### PROBLEM STATEMENT
Copy every line of the following data that includes the string "points".

### TASK DATA
::::::::::

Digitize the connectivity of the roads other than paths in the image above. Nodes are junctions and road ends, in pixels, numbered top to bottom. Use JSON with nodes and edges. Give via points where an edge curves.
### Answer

::::::::::

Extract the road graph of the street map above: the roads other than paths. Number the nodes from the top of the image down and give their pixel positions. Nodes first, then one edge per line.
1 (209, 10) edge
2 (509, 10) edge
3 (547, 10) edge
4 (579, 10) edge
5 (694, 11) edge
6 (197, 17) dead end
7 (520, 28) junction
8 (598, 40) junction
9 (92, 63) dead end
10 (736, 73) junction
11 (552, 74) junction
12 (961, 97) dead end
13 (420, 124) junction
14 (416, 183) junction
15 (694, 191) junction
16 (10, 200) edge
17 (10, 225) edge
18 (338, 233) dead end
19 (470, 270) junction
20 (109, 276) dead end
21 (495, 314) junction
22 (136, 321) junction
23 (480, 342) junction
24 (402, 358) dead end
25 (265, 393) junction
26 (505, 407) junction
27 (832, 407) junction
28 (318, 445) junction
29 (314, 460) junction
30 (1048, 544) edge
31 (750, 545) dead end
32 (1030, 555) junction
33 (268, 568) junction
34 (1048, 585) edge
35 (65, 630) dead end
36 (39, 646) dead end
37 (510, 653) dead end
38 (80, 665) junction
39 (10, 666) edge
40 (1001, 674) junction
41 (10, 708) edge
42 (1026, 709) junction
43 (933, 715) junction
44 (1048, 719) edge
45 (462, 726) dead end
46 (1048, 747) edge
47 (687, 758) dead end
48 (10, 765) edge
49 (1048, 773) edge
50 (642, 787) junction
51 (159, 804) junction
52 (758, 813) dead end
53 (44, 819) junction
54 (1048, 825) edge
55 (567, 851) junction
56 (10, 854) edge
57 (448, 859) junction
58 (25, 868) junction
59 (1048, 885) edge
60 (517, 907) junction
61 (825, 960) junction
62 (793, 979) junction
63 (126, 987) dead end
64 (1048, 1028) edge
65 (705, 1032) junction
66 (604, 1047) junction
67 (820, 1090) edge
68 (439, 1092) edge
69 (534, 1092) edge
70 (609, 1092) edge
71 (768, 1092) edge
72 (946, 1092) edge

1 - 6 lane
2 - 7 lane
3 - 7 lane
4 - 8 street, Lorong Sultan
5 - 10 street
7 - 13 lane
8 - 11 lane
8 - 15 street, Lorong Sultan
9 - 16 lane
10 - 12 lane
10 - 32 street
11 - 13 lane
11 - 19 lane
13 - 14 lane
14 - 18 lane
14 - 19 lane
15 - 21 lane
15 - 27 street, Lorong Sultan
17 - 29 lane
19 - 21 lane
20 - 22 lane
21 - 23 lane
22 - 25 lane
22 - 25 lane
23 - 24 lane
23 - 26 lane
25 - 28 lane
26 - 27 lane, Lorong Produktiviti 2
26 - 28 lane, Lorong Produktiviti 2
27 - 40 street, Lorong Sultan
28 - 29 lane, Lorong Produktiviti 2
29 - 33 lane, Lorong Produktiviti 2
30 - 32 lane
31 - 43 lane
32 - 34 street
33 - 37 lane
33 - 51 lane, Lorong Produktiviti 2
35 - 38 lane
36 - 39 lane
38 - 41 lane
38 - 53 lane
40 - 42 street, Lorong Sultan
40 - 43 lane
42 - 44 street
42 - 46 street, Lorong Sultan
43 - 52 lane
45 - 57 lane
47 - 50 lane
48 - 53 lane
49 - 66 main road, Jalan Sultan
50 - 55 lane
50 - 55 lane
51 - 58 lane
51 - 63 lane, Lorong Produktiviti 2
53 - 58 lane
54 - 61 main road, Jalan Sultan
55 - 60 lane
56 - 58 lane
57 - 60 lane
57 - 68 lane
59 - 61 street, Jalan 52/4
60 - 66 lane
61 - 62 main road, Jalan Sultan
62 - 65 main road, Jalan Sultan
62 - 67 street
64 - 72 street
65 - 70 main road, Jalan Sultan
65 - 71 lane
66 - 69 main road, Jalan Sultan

::::::::::

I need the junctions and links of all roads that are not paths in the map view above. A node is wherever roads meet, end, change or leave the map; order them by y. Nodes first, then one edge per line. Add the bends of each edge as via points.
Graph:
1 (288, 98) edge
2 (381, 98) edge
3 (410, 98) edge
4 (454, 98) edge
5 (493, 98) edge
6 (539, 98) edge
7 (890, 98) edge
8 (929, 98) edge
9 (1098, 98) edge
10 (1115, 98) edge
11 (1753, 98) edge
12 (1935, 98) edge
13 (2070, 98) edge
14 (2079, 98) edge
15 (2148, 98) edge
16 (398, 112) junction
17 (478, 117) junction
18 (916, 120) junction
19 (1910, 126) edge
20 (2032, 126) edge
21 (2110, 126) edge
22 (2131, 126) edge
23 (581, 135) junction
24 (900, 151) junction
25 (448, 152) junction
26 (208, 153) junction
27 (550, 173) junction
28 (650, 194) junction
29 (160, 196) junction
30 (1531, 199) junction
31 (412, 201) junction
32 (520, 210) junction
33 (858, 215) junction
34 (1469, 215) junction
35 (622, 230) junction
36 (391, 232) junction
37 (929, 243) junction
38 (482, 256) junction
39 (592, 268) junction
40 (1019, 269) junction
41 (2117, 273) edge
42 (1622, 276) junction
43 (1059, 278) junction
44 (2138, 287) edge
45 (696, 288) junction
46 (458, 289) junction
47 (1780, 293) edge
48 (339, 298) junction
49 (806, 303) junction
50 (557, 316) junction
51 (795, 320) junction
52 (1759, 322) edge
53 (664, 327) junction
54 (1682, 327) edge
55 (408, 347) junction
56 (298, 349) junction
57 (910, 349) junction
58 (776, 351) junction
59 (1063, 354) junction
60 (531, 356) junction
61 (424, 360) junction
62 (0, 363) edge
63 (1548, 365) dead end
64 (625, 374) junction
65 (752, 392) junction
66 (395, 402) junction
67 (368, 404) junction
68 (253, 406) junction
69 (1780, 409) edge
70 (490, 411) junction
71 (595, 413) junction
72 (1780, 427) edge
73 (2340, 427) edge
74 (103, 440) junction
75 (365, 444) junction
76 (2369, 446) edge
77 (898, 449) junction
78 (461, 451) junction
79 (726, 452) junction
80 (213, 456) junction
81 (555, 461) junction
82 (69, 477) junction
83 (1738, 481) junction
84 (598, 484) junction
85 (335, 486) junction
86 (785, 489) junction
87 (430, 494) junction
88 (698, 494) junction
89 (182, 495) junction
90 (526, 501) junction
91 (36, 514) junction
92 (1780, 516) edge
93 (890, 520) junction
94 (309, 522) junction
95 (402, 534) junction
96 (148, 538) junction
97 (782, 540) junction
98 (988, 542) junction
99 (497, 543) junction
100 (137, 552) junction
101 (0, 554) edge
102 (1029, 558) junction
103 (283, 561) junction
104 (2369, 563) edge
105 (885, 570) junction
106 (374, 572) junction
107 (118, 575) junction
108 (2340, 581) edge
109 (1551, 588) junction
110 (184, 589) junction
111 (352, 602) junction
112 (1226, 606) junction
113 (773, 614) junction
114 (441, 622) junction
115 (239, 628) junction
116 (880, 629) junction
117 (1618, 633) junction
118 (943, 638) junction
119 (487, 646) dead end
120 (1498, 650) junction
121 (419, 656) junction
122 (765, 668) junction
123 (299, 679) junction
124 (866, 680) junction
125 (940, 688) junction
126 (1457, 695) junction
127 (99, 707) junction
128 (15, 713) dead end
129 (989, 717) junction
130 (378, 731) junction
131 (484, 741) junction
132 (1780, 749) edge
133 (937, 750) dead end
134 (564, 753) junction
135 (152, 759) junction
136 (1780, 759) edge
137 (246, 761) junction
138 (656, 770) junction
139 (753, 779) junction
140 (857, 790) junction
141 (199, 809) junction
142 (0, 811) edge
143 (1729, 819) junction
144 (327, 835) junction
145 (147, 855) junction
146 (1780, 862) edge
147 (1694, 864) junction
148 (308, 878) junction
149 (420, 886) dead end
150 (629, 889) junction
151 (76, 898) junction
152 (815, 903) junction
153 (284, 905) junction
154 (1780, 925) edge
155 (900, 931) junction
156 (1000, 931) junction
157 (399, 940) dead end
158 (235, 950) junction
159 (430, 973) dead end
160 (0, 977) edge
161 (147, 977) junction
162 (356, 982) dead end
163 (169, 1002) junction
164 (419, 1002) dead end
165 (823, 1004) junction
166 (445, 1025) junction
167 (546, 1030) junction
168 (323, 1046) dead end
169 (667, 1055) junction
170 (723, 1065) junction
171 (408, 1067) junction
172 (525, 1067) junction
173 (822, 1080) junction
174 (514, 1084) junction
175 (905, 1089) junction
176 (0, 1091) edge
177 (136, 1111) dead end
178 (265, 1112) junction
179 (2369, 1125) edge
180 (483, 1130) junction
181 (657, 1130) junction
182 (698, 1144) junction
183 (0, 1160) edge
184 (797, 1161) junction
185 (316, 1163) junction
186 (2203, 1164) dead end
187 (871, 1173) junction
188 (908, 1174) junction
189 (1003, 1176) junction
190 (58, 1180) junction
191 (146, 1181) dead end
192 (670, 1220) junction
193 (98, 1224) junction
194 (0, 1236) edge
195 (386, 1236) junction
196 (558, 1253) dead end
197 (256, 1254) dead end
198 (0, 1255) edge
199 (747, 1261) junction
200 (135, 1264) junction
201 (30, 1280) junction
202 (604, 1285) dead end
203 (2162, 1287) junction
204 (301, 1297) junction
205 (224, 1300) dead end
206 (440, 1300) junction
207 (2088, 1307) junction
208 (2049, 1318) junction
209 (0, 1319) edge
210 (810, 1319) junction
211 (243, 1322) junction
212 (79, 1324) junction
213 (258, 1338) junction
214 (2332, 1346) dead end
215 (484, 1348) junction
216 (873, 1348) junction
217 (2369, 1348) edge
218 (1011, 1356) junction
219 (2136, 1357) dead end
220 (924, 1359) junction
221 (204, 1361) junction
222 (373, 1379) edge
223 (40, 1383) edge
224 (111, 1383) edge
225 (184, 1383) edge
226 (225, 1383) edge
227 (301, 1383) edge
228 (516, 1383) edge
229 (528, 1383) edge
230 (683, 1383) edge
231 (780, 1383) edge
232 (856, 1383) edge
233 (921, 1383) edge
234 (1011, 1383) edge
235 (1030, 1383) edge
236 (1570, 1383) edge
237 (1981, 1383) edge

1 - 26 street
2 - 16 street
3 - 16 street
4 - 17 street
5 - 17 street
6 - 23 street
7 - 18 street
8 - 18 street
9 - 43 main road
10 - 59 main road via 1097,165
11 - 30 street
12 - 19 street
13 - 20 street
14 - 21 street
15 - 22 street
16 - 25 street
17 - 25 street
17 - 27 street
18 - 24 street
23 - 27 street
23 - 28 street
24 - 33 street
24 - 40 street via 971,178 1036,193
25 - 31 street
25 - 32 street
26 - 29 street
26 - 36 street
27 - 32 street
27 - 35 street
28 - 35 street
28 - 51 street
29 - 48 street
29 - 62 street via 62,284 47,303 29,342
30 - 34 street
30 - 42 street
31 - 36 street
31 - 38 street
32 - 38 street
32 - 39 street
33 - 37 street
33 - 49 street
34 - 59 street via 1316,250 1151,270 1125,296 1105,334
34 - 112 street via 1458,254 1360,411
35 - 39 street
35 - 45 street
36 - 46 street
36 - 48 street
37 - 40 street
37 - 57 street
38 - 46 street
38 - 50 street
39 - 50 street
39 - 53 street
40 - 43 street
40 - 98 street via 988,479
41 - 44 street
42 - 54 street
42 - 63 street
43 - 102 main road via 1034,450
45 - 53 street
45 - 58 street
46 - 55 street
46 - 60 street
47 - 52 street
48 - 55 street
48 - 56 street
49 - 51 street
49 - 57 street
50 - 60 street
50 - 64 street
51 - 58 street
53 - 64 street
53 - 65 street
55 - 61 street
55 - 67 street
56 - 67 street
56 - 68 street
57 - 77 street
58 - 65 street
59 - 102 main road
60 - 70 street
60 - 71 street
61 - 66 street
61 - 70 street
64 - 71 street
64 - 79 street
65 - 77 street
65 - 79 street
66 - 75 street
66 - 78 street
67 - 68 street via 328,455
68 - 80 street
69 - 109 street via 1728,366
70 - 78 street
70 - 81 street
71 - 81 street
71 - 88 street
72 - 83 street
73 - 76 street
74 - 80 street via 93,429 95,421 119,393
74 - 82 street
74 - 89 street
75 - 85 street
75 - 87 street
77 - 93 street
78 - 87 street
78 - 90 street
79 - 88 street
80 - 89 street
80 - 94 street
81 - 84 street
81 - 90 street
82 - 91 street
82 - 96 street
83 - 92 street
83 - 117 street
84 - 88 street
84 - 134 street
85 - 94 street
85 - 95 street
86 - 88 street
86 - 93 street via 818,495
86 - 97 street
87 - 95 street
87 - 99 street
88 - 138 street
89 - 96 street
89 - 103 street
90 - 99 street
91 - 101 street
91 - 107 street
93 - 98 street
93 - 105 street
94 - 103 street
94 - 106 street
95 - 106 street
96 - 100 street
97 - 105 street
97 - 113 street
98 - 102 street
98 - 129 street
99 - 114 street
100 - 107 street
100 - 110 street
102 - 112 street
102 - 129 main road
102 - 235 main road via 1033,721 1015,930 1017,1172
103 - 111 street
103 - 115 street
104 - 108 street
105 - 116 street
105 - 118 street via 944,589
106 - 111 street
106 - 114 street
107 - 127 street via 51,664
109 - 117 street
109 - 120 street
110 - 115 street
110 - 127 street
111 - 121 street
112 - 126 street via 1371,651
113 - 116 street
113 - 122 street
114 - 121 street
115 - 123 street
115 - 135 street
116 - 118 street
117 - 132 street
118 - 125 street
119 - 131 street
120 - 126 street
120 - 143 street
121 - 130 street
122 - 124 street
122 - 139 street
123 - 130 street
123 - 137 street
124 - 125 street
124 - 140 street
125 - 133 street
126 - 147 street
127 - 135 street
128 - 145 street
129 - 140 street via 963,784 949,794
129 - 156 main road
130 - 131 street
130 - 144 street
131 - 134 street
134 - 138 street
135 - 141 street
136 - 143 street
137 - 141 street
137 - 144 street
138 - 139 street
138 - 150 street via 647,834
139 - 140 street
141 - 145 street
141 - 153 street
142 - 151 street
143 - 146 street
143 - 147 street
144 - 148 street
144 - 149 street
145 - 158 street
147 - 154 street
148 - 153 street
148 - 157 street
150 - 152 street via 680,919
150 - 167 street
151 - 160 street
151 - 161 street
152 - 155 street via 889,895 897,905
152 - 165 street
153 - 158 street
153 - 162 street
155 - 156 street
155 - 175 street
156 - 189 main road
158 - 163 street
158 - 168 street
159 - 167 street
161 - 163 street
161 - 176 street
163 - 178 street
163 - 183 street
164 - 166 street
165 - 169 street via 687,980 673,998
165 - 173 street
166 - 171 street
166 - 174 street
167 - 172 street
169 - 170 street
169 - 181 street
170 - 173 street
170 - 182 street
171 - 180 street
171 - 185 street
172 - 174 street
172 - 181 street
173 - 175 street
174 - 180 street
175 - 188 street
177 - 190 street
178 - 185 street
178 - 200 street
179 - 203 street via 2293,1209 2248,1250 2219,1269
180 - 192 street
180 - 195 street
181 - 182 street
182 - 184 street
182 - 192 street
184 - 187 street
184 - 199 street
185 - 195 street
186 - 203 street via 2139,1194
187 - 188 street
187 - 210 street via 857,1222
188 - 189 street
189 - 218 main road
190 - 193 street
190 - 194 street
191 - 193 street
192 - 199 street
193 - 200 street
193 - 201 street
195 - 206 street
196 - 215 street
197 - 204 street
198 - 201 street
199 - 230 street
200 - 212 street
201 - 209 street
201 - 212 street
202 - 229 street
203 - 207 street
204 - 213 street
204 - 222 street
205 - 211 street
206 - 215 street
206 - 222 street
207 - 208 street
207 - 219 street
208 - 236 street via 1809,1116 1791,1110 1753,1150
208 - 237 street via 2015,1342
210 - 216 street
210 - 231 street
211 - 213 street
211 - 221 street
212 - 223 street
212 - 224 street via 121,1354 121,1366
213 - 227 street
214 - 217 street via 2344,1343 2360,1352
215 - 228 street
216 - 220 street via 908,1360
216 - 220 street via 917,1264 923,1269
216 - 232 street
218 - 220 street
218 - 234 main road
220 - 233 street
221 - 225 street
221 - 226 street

::::::::::

### OUTPUT FOR THIS EXERCISE
Digitize the connectivity of the roads other than paths in the image above. Nodes are junctions and road ends, in pixels, numbered top to bottom. Use JSON with nodes and edges. Give via points where an edge curves.
I need the junctions and links of all roads that are not paths in the map view above. A node is wherever roads meet, end, change or leave the map; order them by y. Nodes first, then one edge per line. Add the bends of each edge as via points.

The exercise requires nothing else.